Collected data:
- - - - -

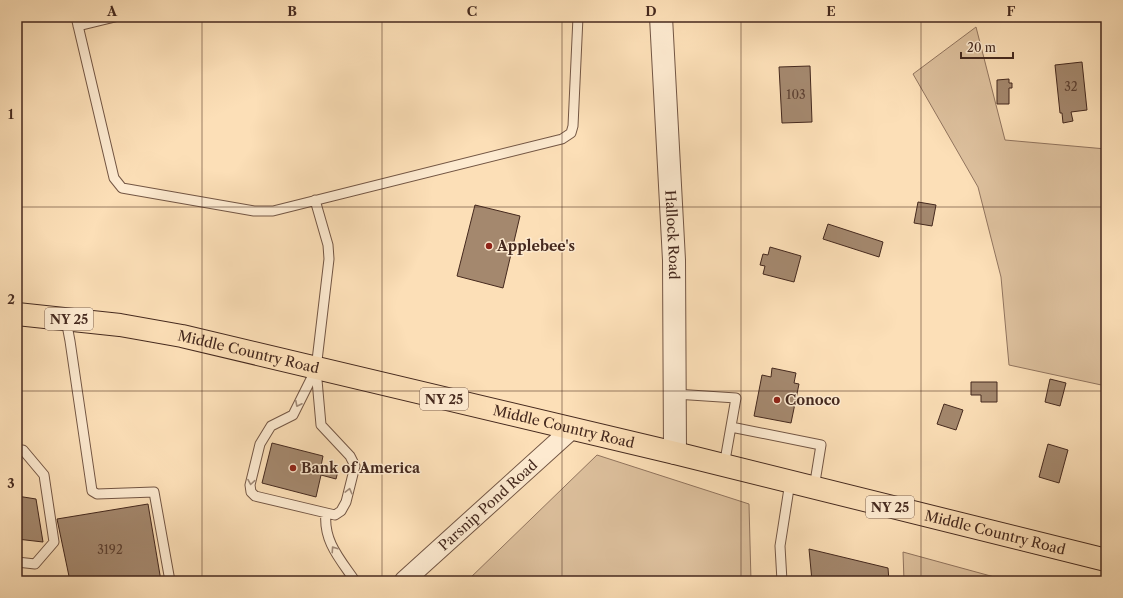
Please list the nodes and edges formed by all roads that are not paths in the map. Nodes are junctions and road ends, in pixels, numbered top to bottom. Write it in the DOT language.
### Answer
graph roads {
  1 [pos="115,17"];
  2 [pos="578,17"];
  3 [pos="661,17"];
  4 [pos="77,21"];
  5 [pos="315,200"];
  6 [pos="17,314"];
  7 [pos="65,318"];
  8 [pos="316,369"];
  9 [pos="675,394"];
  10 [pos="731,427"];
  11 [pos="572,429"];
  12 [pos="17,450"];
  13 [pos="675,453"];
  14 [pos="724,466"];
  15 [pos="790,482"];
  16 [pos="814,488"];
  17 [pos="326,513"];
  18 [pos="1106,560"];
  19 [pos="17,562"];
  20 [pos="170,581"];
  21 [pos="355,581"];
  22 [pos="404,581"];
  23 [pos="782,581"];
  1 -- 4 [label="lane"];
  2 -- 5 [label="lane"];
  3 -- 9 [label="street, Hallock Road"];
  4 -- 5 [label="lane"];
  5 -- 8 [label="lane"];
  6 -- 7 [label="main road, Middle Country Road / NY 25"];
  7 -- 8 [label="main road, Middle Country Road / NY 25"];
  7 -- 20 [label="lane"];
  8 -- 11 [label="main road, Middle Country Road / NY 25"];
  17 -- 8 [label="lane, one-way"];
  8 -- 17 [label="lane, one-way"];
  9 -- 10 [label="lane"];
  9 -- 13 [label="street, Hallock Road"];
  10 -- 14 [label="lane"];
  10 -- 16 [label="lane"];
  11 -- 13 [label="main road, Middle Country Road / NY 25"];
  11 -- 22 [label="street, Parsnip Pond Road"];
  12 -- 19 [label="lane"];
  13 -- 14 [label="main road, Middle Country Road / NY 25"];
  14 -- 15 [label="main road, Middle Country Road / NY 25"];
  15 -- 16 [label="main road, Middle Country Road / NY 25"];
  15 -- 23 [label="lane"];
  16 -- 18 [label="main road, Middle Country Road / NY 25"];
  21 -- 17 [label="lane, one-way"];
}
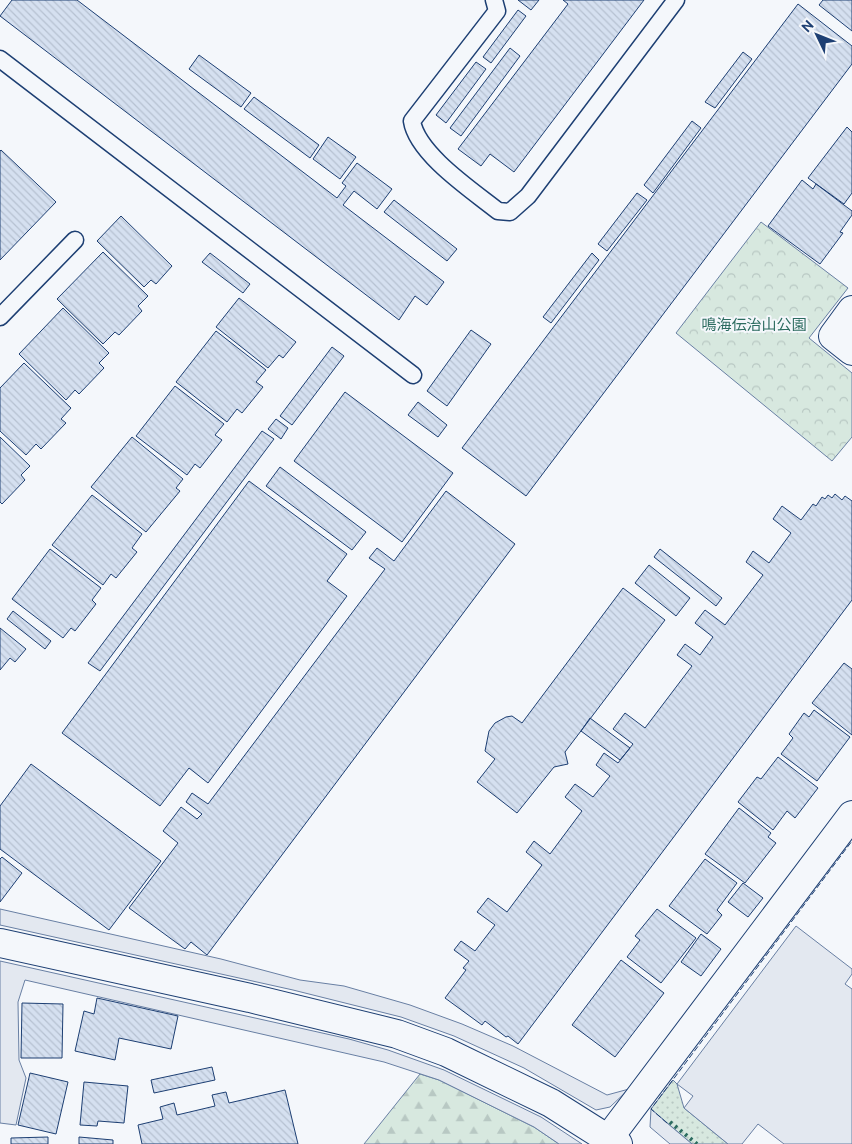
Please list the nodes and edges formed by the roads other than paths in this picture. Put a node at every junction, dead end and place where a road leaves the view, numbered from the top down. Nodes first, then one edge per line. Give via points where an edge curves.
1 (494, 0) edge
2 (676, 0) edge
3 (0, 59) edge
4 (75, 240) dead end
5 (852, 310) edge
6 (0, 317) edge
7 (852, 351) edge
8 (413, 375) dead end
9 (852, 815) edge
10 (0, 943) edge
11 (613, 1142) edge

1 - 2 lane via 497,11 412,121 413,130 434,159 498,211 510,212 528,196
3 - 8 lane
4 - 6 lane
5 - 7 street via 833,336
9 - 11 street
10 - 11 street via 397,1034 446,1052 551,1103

- - - - -

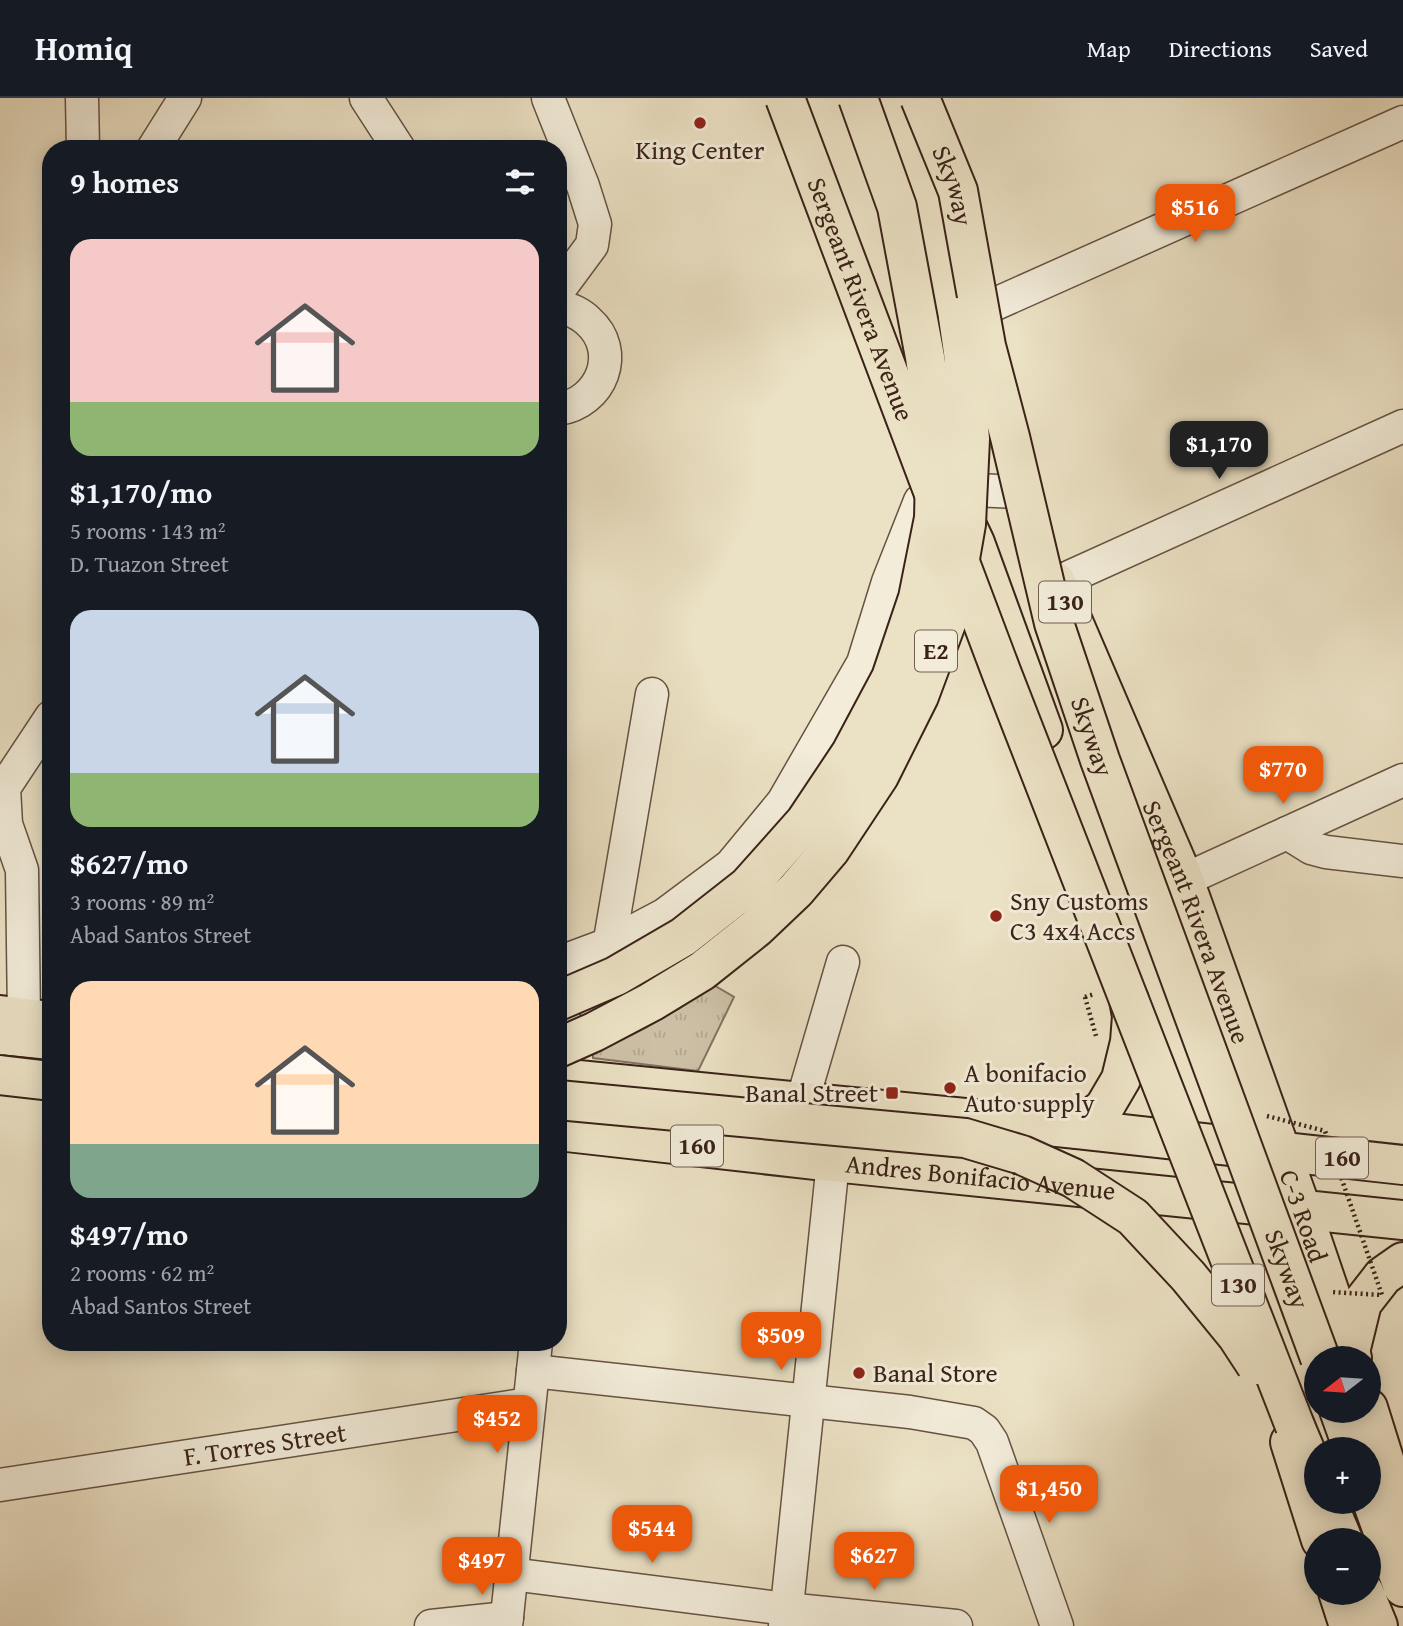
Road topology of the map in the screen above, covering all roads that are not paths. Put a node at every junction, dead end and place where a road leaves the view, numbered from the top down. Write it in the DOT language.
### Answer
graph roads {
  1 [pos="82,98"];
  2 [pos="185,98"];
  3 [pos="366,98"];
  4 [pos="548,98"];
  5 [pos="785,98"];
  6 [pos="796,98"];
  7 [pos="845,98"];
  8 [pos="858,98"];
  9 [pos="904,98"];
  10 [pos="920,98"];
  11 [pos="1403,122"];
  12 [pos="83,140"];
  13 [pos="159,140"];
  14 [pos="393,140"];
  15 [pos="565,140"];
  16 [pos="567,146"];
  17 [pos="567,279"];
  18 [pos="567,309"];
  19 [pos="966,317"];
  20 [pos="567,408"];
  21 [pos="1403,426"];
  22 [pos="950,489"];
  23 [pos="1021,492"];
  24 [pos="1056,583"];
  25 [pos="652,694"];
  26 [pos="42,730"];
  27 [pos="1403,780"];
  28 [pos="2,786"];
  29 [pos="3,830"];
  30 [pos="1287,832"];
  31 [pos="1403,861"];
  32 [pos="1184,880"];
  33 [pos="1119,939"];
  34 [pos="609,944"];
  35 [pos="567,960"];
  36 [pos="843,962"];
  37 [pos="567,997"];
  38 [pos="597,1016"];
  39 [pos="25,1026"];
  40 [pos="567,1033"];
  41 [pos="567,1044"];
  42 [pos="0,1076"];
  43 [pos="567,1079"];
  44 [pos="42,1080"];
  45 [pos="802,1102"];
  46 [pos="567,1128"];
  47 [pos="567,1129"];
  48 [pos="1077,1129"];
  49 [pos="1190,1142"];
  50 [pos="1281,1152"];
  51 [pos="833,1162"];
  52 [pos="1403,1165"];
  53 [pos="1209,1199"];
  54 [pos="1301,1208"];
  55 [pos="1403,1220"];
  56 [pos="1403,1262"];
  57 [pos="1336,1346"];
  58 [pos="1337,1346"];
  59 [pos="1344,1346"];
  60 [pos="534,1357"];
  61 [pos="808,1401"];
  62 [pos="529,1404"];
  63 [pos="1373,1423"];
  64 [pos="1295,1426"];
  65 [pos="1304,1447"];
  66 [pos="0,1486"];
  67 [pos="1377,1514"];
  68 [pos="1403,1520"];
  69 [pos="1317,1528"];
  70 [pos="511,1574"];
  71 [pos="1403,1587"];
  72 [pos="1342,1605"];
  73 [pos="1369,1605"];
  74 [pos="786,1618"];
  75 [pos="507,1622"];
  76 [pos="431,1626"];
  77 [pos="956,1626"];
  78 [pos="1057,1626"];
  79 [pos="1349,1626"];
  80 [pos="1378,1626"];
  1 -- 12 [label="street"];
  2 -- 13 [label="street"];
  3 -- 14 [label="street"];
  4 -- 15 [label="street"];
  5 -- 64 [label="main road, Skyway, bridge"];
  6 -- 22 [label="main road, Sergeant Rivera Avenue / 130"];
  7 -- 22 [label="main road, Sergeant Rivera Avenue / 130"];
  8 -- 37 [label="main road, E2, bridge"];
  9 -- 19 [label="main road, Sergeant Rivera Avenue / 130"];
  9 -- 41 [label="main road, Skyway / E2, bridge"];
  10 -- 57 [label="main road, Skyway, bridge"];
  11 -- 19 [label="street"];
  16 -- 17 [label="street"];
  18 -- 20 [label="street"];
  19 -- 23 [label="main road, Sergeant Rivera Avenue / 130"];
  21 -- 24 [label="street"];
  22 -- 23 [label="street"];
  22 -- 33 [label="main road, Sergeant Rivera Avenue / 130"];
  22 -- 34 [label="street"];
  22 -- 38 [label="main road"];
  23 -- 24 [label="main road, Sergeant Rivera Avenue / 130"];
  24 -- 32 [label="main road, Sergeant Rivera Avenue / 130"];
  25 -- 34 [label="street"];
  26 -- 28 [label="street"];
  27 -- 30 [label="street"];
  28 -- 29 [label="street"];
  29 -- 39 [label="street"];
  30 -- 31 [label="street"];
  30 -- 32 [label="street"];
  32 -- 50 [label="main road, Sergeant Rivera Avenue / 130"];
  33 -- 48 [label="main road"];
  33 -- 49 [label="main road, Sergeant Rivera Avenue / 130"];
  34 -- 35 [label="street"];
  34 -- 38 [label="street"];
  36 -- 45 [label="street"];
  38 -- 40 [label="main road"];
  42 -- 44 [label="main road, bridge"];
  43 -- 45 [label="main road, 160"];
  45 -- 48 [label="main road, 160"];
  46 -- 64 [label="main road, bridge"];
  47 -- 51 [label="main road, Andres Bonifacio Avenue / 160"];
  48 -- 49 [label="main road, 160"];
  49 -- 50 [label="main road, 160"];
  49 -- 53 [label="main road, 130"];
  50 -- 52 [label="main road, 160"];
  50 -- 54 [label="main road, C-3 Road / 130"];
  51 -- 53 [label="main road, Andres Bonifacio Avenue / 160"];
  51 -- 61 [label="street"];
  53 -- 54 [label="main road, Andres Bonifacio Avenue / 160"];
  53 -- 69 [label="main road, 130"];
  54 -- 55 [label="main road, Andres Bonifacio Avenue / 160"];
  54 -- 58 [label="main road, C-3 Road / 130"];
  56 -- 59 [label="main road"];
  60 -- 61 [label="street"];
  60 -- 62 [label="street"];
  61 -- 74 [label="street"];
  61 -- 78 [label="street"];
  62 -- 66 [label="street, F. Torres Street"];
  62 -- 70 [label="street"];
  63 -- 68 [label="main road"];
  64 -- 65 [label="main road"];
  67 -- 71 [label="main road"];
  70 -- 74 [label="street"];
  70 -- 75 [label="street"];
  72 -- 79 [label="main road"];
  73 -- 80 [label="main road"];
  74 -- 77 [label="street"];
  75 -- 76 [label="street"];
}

- - - - -

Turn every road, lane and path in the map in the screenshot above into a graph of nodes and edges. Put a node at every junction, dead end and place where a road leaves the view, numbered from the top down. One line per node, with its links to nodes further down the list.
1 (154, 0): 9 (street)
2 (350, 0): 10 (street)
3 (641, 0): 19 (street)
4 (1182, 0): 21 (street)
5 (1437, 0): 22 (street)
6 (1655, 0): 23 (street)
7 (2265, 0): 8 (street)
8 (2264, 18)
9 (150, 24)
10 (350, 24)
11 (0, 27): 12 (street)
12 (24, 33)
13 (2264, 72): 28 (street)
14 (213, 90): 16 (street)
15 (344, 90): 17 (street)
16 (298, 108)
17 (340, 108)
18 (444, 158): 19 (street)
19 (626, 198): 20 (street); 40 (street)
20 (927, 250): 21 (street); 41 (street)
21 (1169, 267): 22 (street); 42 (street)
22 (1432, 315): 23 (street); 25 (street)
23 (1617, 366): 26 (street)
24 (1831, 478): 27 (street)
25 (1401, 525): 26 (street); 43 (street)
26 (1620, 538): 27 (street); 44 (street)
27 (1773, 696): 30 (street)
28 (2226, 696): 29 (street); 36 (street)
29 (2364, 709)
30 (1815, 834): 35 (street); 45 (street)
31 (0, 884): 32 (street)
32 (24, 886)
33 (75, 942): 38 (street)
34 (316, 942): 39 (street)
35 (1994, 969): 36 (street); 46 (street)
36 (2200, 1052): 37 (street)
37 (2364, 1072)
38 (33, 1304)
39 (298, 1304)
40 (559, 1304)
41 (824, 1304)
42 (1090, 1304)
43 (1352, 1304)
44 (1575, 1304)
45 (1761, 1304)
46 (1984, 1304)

- - - - -

Please report every line of the records above that contains the word "Write".

Please list the nodes and edges formed by all roads that are not paths in the map. Nodes are junctions and road ends, in pixels, numbered top to bottom. Write it in the DOT language.
Road topology of the map in the screen above, covering all roads that are not paths. Put a node at every junction, dead end and place where a road leaves the view, numbered from the top down. Write it in the DOT language.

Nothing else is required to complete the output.